WHAT THIS TASK INVOLVES
The task calls for every line of the data to be repeated exactly.
'''
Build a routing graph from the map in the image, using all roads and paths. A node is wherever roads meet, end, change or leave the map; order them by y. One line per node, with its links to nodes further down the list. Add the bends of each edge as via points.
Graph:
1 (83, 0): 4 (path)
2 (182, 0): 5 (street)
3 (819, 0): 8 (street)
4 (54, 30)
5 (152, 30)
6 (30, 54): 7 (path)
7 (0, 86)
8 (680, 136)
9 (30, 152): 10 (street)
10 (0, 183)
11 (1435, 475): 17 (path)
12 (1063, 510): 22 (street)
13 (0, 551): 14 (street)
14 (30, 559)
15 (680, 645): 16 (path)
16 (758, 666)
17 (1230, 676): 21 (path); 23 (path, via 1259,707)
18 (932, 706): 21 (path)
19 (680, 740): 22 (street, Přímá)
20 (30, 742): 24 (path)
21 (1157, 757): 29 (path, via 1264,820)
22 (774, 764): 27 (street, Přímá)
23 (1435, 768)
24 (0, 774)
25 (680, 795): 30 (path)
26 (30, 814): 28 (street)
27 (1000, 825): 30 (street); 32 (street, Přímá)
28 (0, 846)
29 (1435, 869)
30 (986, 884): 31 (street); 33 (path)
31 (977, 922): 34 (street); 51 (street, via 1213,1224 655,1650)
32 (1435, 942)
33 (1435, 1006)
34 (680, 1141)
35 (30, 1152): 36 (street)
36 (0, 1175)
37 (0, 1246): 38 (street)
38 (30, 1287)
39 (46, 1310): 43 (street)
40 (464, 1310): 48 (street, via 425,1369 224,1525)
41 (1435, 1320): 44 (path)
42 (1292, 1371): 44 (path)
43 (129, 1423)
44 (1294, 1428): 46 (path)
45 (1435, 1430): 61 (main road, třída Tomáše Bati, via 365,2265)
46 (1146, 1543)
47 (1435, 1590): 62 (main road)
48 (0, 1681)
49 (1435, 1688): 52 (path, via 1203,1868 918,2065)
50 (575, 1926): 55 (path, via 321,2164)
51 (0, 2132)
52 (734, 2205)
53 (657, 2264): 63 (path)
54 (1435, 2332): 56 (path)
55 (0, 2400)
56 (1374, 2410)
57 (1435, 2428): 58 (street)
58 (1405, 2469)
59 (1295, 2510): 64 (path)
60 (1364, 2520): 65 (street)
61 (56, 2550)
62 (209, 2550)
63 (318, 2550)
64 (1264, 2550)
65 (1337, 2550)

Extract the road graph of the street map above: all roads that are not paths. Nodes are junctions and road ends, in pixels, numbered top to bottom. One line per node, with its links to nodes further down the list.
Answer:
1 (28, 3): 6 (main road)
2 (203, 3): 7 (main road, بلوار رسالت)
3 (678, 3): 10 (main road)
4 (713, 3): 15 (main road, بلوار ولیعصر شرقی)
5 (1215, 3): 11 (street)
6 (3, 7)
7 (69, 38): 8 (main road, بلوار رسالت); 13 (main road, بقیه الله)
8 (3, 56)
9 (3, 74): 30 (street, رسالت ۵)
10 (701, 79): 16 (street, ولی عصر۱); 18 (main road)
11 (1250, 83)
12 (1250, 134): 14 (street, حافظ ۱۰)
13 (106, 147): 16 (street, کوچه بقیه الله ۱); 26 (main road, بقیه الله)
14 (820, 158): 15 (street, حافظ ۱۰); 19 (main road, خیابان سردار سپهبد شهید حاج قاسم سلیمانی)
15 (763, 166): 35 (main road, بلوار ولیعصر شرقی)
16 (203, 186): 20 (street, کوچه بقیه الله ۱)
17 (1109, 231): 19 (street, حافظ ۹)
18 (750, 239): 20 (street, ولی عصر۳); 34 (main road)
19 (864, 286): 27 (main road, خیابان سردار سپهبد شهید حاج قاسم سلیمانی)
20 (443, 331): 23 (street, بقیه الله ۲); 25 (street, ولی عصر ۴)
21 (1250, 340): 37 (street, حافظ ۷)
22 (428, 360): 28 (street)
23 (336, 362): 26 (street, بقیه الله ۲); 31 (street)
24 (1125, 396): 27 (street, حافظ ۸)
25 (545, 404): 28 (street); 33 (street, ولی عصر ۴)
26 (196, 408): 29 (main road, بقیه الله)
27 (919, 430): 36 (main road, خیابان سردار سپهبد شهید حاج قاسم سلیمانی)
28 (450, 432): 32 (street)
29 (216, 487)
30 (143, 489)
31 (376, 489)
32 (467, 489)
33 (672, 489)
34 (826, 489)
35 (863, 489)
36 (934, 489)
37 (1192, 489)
'''
SOLUTION FOR THIS PROBLEM
Build a routing graph from the map in the image, using all roads and paths. A node is wherever roads meet, end, change or leave the map; order them by y. One line per node, with its links to nodes further down the list. Add the bends of each edge as via points.
Graph:
1 (83, 0): 4 (path)
2 (182, 0): 5 (street)
3 (819, 0): 8 (street)
4 (54, 30)
5 (152, 30)
6 (30, 54): 7 (path)
7 (0, 86)
8 (680, 136)
9 (30, 152): 10 (street)
10 (0, 183)
11 (1435, 475): 17 (path)
12 (1063, 510): 22 (street)
13 (0, 551): 14 (street)
14 (30, 559)
15 (680, 645): 16 (path)
16 (758, 666)
17 (1230, 676): 21 (path); 23 (path, via 1259,707)
18 (932, 706): 21 (path)
19 (680, 740): 22 (street, Přímá)
20 (30, 742): 24 (path)
21 (1157, 757): 29 (path, via 1264,820)
22 (774, 764): 27 (street, Přímá)
23 (1435, 768)
24 (0, 774)
25 (680, 795): 30 (path)
26 (30, 814): 28 (street)
27 (1000, 825): 30 (street); 32 (street, Přímá)
28 (0, 846)
29 (1435, 869)
30 (986, 884): 31 (street); 33 (path)
31 (977, 922): 34 (street); 51 (street, via 1213,1224 655,1650)
32 (1435, 942)
33 (1435, 1006)
34 (680, 1141)
35 (30, 1152): 36 (street)
36 (0, 1175)
37 (0, 1246): 38 (street)
38 (30, 1287)
39 (46, 1310): 43 (street)
40 (464, 1310): 48 (street, via 425,1369 224,1525)
41 (1435, 1320): 44 (path)
42 (1292, 1371): 44 (path)
43 (129, 1423)
44 (1294, 1428): 46 (path)
45 (1435, 1430): 61 (main road, třída Tomáše Bati, via 365,2265)
46 (1146, 1543)
47 (1435, 1590): 62 (main road)
48 (0, 1681)
49 (1435, 1688): 52 (path, via 1203,1868 918,2065)
50 (575, 1926): 55 (path, via 321,2164)
51 (0, 2132)
52 (734, 2205)
53 (657, 2264): 63 (path)
54 (1435, 2332): 56 (path)
55 (0, 2400)
56 (1374, 2410)
57 (1435, 2428): 58 (street)
58 (1405, 2469)
59 (1295, 2510): 64 (path)
60 (1364, 2520): 65 (street)
61 (56, 2550)
62 (209, 2550)
63 (318, 2550)
64 (1264, 2550)
65 (1337, 2550)

Extract the road graph of the street map above: all roads that are not paths. Nodes are junctions and road ends, in pixels, numbered top to bottom. One line per node, with its links to nodes further down the list.
Answer:
1 (28, 3): 6 (main road)
2 (203, 3): 7 (main road, بلوار رسالت)
3 (678, 3): 10 (main road)
4 (713, 3): 15 (main road, بلوار ولیعصر شرقی)
5 (1215, 3): 11 (street)
6 (3, 7)
7 (69, 38): 8 (main road, بلوار رسالت); 13 (main road, بقیه الله)
8 (3, 56)
9 (3, 74): 30 (street, رسالت ۵)
10 (701, 79): 16 (street, ولی عصر۱); 18 (main road)
11 (1250, 83)
12 (1250, 134): 14 (street, حافظ ۱۰)
13 (106, 147): 16 (street, کوچه بقیه الله ۱); 26 (main road, بقیه الله)
14 (820, 158): 15 (street, حافظ ۱۰); 19 (main road, خیابان سردار سپهبد شهید حاج قاسم سلیمانی)
15 (763, 166): 35 (main road, بلوار ولیعصر شرقی)
16 (203, 186): 20 (street, کوچه بقیه الله ۱)
17 (1109, 231): 19 (street, حافظ ۹)
18 (750, 239): 20 (street, ولی عصر۳); 34 (main road)
19 (864, 286): 27 (main road, خیابان سردار سپهبد شهید حاج قاسم سلیمانی)
20 (443, 331): 23 (street, بقیه الله ۲); 25 (street, ولی عصر ۴)
21 (1250, 340): 37 (street, حافظ ۷)
22 (428, 360): 28 (street)
23 (336, 362): 26 (street, بقیه الله ۲); 31 (street)
24 (1125, 396): 27 (street, حافظ ۸)
25 (545, 404): 28 (street); 33 (street, ولی عصر ۴)
26 (196, 408): 29 (main road, بقیه الله)
27 (919, 430): 36 (main road, خیابان سردار سپهبد شهید حاج قاسم سلیمانی)
28 (450, 432): 32 (street)
29 (216, 487)
30 (143, 489)
31 (376, 489)
32 (467, 489)
33 (672, 489)
34 (826, 489)
35 (863, 489)
36 (934, 489)
37 (1192, 489)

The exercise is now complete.